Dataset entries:
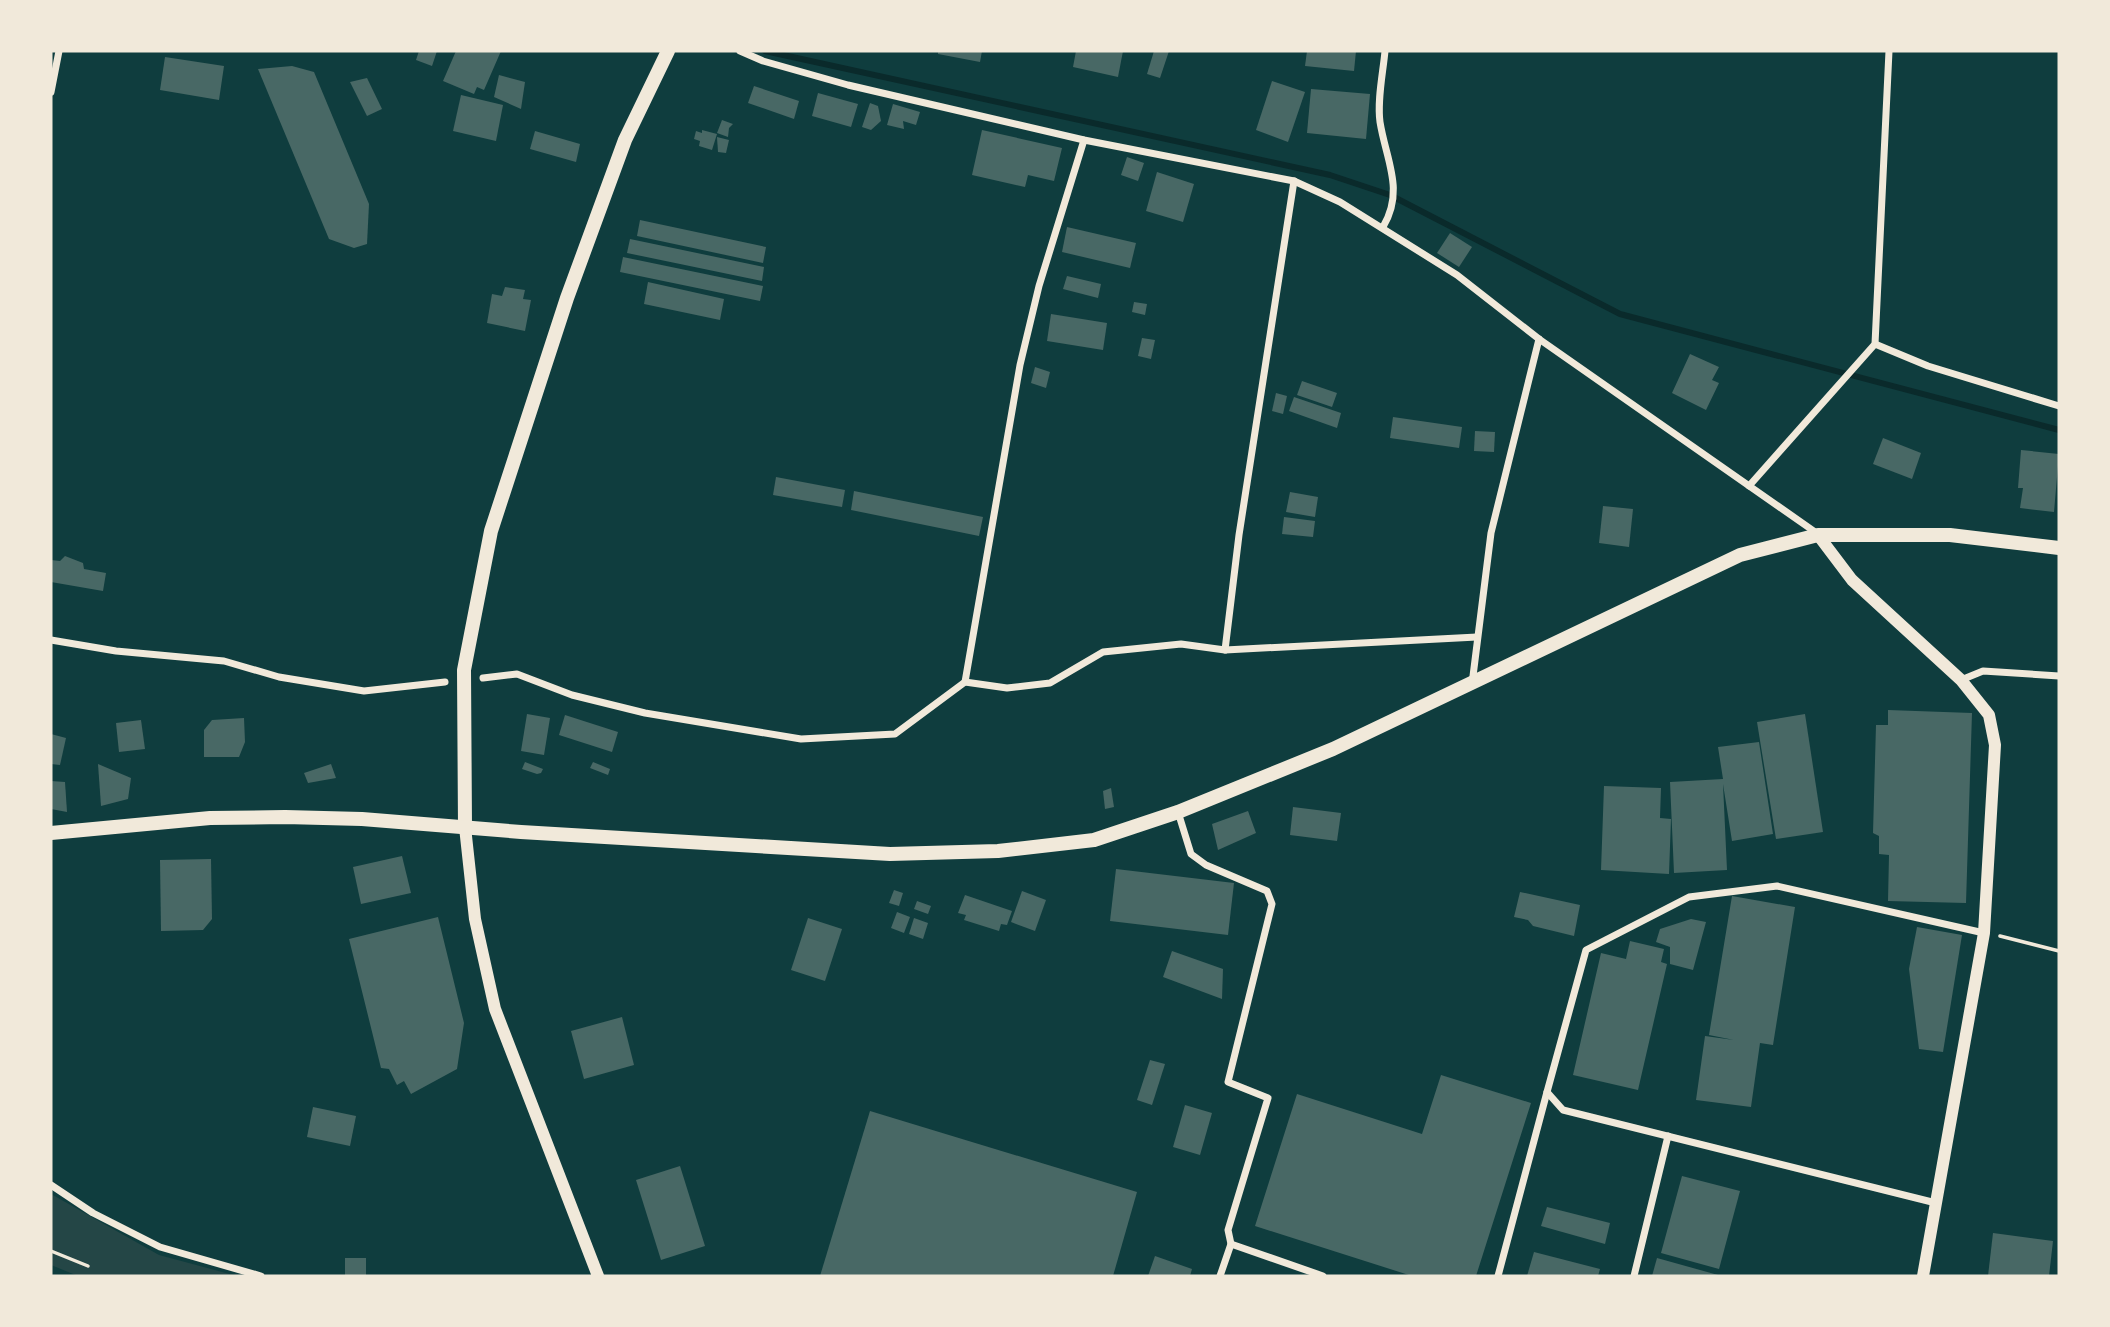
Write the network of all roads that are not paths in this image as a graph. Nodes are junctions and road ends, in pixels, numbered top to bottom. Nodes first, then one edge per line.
1 (60, 51) edge
2 (668, 51) edge
3 (740, 51) edge
4 (1385, 51) edge
5 (1889, 51) edge
6 (51, 92) edge
7 (1084, 140) junction
8 (1294, 181) junction
9 (1383, 227) junction
10 (1539, 340) junction
11 (1875, 344) junction
12 (2059, 406) edge
13 (1749, 486) junction
14 (1818, 535) junction
15 (2059, 548) edge
16 (1477, 638) junction
17 (51, 640) edge
18 (1225, 650) junction
19 (2059, 676) edge
20 (484, 678) dead end
21 (1961, 680) junction
22 (445, 682) dead end
23 (965, 682) junction
24 (1472, 685) junction
25 (1178, 812) junction
26 (465, 827) junction
27 (51, 833) edge
28 (1984, 933) junction
29 (1548, 1093) junction
30 (1668, 1136) junction
31 (51, 1185) edge
32 (1936, 1203) junction
33 (1231, 1244) junction
34 (261, 1276) edge
35 (598, 1276) edge
36 (1220, 1276) edge
37 (1323, 1276) edge
38 (1498, 1276) edge
39 (1634, 1276) edge
40 (1923, 1276) edge

1 - 6 street
2 - 26 main road
3 - 7 street
4 - 9 street
5 - 11 street
7 - 8 street
7 - 23 street
8 - 9 street
8 - 18 street
9 - 10 street
10 - 13 street
10 - 16 street
11 - 12 street
11 - 13 street
13 - 14 street
14 - 15 main road
14 - 21 street
14 - 24 main road
16 - 18 street
16 - 24 street
17 - 22 street
18 - 23 street
19 - 21 street
20 - 23 street
21 - 28 street
24 - 25 main road
25 - 26 main road
25 - 33 street
26 - 27 main road
26 - 35 street
28 - 29 street
28 - 32 street
29 - 30 street
29 - 38 street
30 - 32 street
30 - 39 street
31 - 34 street
32 - 40 street
33 - 36 street
33 - 37 street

■ Work instruction: Which lines of the data contain the string "main"? Copy each of them.

■ Solution to the exercise:
2 - 26 main road
14 - 15 main road
14 - 24 main road
24 - 25 main road
25 - 26 main road
26 - 27 main road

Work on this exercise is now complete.